Aim of the task -> Report every line of the entries that contains the word "Clochettes".

Supplied records ->
== Segment start ==

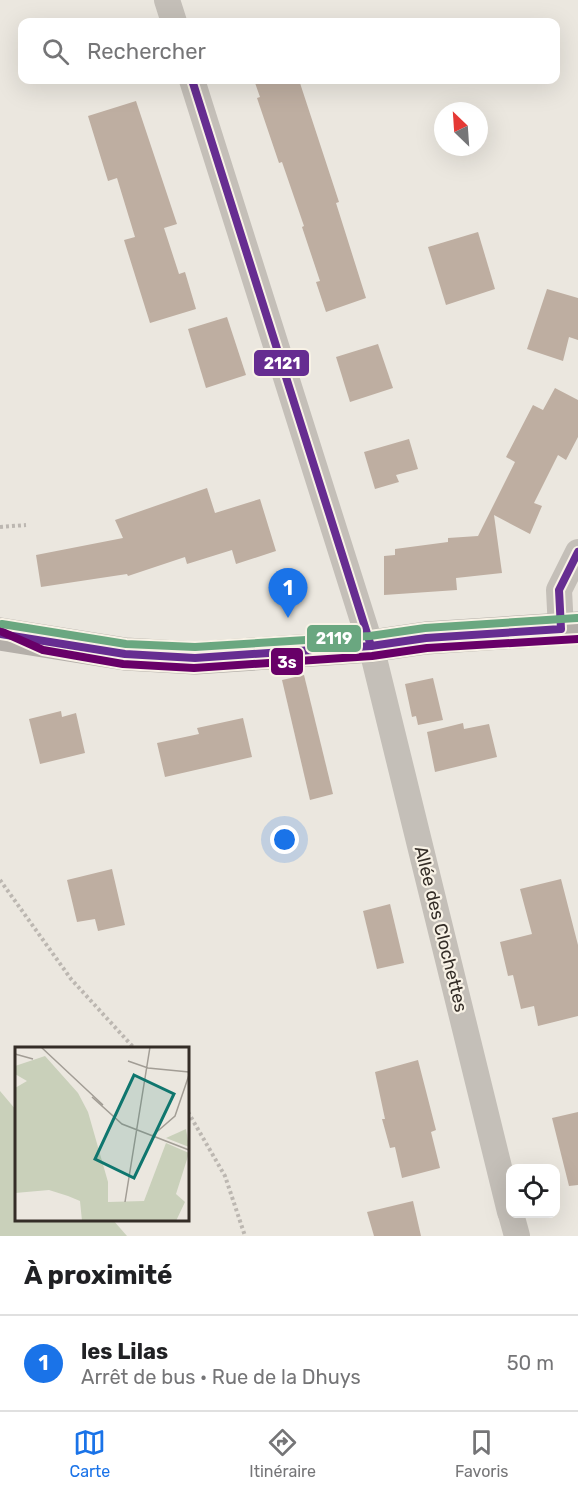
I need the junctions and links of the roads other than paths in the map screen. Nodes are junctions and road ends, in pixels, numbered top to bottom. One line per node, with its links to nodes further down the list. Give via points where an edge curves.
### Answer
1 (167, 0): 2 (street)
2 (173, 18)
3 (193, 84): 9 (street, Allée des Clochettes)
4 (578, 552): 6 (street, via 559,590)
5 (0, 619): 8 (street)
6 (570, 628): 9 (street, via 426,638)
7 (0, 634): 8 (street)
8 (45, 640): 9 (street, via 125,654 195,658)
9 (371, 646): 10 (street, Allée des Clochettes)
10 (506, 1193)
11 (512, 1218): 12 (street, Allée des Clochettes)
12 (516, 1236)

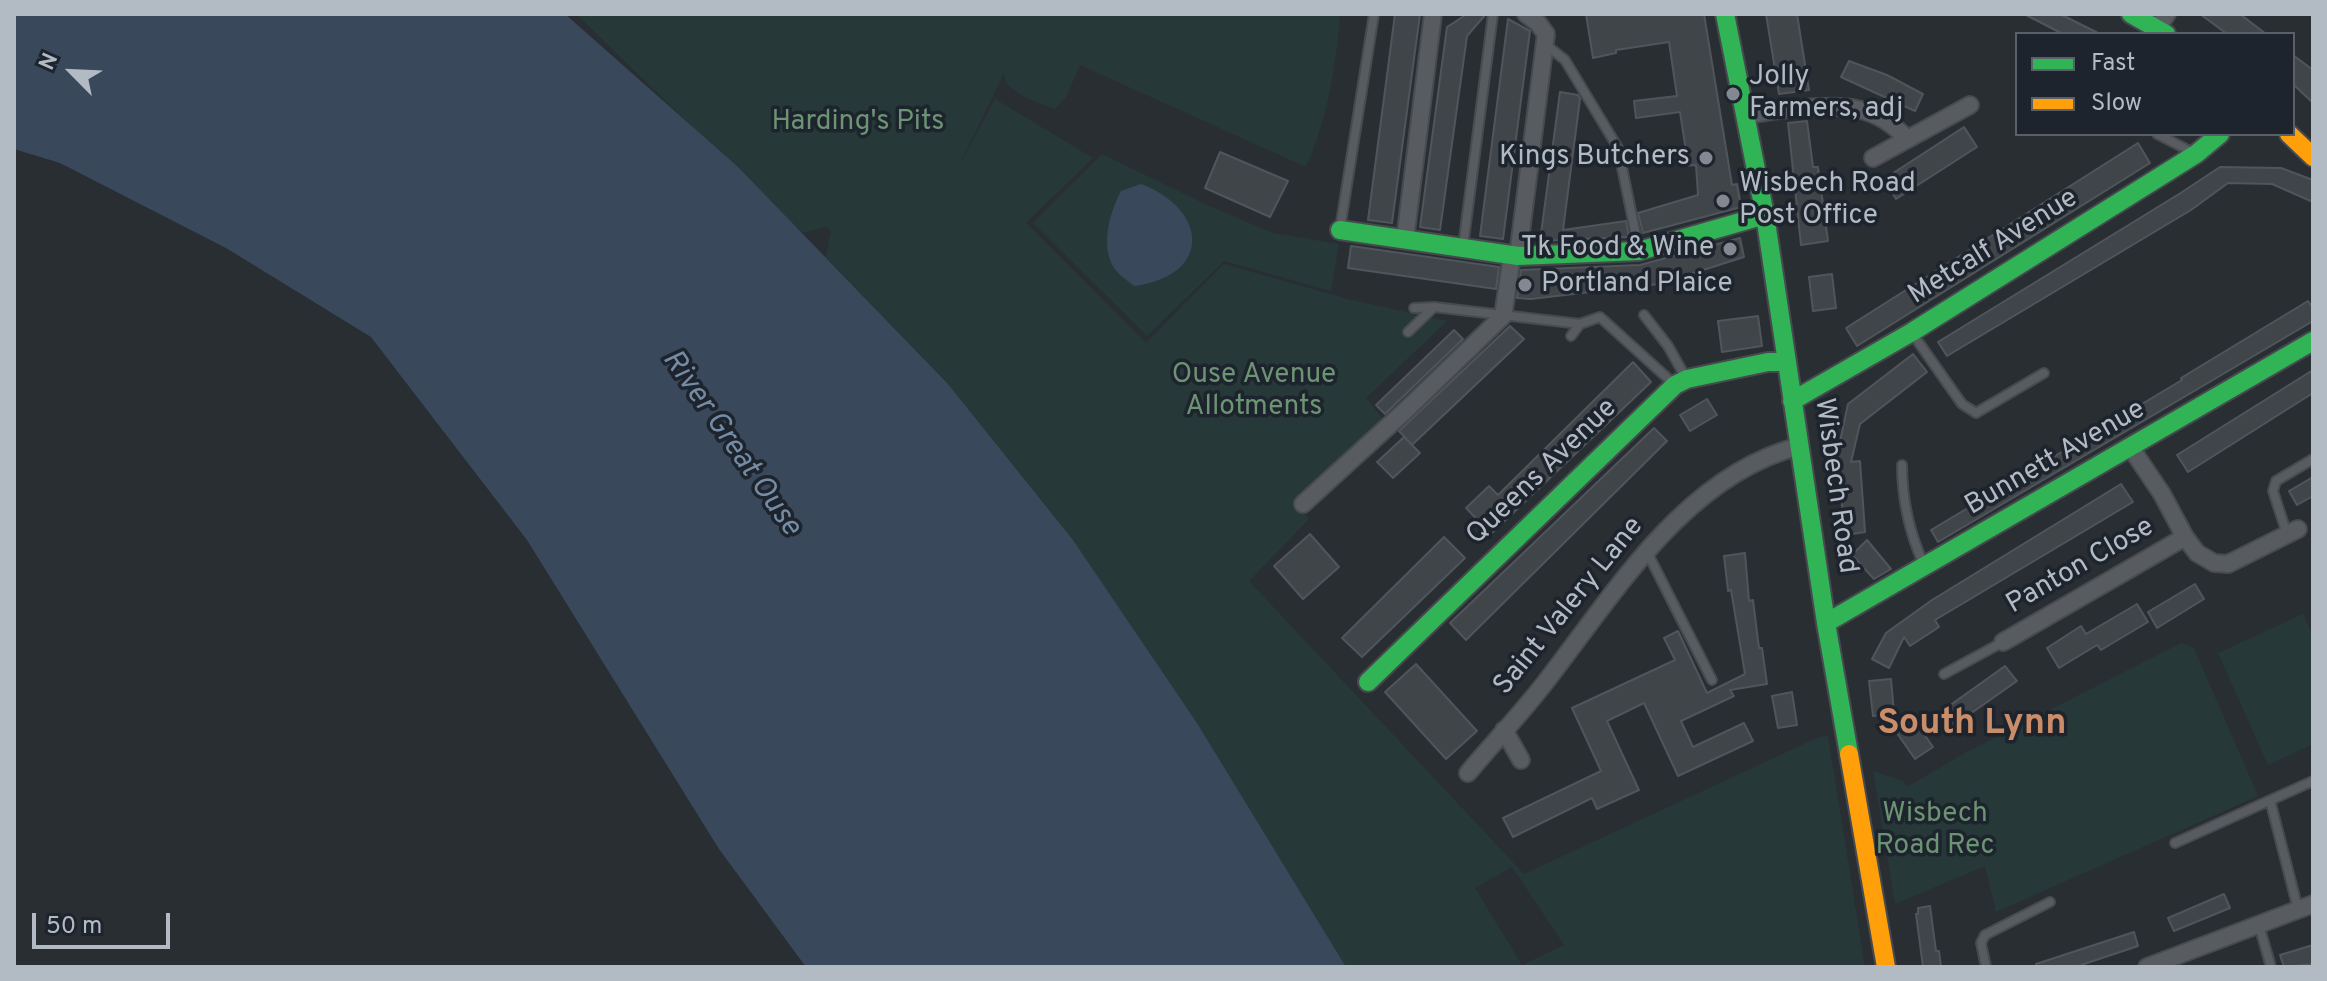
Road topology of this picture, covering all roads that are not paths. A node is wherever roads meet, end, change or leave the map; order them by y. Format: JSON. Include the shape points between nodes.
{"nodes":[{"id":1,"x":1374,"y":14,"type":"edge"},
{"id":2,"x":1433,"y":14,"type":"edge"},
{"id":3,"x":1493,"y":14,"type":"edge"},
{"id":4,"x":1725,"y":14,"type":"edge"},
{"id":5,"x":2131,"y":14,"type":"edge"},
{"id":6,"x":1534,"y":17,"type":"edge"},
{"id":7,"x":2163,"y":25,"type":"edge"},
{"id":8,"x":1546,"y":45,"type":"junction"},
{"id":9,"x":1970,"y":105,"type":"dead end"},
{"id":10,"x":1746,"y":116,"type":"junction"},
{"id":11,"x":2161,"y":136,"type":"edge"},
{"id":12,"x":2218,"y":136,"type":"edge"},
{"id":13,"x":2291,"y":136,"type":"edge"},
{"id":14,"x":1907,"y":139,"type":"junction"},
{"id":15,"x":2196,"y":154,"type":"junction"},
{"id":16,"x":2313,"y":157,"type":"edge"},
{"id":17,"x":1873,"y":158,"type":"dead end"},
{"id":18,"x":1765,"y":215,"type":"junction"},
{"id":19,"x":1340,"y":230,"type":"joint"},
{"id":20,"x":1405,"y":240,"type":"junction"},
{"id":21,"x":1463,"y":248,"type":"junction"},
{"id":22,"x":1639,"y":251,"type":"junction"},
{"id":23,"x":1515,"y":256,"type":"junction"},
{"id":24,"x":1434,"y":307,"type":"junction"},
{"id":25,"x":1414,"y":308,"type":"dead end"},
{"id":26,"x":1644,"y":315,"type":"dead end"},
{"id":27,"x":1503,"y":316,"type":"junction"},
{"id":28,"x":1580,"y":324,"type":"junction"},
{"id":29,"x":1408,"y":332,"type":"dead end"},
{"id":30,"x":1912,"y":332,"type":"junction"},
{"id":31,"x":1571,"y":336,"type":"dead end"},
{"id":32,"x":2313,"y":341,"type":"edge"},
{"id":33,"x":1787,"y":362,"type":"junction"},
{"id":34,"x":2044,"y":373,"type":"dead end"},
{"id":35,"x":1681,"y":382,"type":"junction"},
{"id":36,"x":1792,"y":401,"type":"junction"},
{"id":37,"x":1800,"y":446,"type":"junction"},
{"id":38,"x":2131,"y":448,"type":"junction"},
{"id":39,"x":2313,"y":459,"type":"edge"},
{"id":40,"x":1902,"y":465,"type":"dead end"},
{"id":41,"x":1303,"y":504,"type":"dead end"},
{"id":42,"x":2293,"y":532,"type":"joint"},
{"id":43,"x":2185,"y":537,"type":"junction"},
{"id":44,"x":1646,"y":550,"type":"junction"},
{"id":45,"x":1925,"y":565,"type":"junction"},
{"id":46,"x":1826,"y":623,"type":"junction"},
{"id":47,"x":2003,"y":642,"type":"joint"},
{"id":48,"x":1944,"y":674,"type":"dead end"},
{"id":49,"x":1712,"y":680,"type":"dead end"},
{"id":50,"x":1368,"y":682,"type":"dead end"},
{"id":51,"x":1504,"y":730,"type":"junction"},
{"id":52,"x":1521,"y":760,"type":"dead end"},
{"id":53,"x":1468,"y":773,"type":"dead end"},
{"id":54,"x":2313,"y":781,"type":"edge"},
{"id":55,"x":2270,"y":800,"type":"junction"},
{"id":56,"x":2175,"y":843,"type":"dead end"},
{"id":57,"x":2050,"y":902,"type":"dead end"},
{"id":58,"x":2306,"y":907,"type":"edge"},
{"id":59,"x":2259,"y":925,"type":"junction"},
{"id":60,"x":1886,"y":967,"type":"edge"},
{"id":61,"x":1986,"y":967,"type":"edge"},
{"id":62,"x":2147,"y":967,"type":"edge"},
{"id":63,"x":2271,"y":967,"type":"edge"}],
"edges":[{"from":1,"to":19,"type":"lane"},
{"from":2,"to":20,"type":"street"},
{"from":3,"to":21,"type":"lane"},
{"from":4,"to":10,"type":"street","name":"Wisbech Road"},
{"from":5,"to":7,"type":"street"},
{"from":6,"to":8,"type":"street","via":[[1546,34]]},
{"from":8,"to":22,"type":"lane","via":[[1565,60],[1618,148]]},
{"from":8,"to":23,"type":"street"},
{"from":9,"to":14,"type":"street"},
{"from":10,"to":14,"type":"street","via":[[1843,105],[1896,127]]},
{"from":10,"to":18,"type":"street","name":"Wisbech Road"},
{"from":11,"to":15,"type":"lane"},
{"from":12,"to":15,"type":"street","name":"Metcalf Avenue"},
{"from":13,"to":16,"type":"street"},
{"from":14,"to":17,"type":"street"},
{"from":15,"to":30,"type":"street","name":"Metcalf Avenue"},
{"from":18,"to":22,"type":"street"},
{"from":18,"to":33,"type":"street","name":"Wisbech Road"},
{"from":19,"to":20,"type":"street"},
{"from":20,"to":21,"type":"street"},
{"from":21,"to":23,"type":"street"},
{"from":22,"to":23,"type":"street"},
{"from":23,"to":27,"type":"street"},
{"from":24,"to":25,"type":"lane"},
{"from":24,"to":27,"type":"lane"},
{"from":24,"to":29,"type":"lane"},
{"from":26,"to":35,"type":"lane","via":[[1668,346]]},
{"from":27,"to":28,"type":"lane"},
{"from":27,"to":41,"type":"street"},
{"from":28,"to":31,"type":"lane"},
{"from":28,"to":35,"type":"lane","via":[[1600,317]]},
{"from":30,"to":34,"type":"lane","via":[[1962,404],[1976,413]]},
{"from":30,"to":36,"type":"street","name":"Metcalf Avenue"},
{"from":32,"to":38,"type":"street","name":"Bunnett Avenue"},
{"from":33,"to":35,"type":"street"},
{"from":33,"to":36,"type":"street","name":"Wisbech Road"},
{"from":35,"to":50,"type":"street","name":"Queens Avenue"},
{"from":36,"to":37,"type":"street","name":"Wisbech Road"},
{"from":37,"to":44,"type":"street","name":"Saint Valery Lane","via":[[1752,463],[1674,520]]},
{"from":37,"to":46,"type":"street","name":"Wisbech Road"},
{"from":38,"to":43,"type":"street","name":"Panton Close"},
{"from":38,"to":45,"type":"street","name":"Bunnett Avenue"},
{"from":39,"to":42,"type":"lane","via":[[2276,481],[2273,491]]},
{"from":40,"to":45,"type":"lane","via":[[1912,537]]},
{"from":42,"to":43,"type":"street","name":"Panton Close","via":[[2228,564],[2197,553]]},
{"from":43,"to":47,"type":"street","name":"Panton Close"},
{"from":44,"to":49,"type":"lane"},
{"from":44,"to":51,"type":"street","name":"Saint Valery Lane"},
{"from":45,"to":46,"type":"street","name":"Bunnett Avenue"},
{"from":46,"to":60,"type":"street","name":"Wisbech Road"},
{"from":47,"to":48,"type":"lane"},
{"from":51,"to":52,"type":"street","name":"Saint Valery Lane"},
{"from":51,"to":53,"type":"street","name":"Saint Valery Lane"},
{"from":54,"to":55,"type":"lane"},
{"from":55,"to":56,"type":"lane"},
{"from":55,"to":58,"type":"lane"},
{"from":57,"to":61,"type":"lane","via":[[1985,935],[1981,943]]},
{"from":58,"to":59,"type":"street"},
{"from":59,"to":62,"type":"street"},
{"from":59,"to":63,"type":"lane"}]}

== Segment end ==

Answer box ->
3 (193, 84): 9 (street, Allée des Clochettes)
9 (371, 646): 10 (street, Allée des Clochettes)
11 (512, 1218): 12 (street, Allée des Clochettes)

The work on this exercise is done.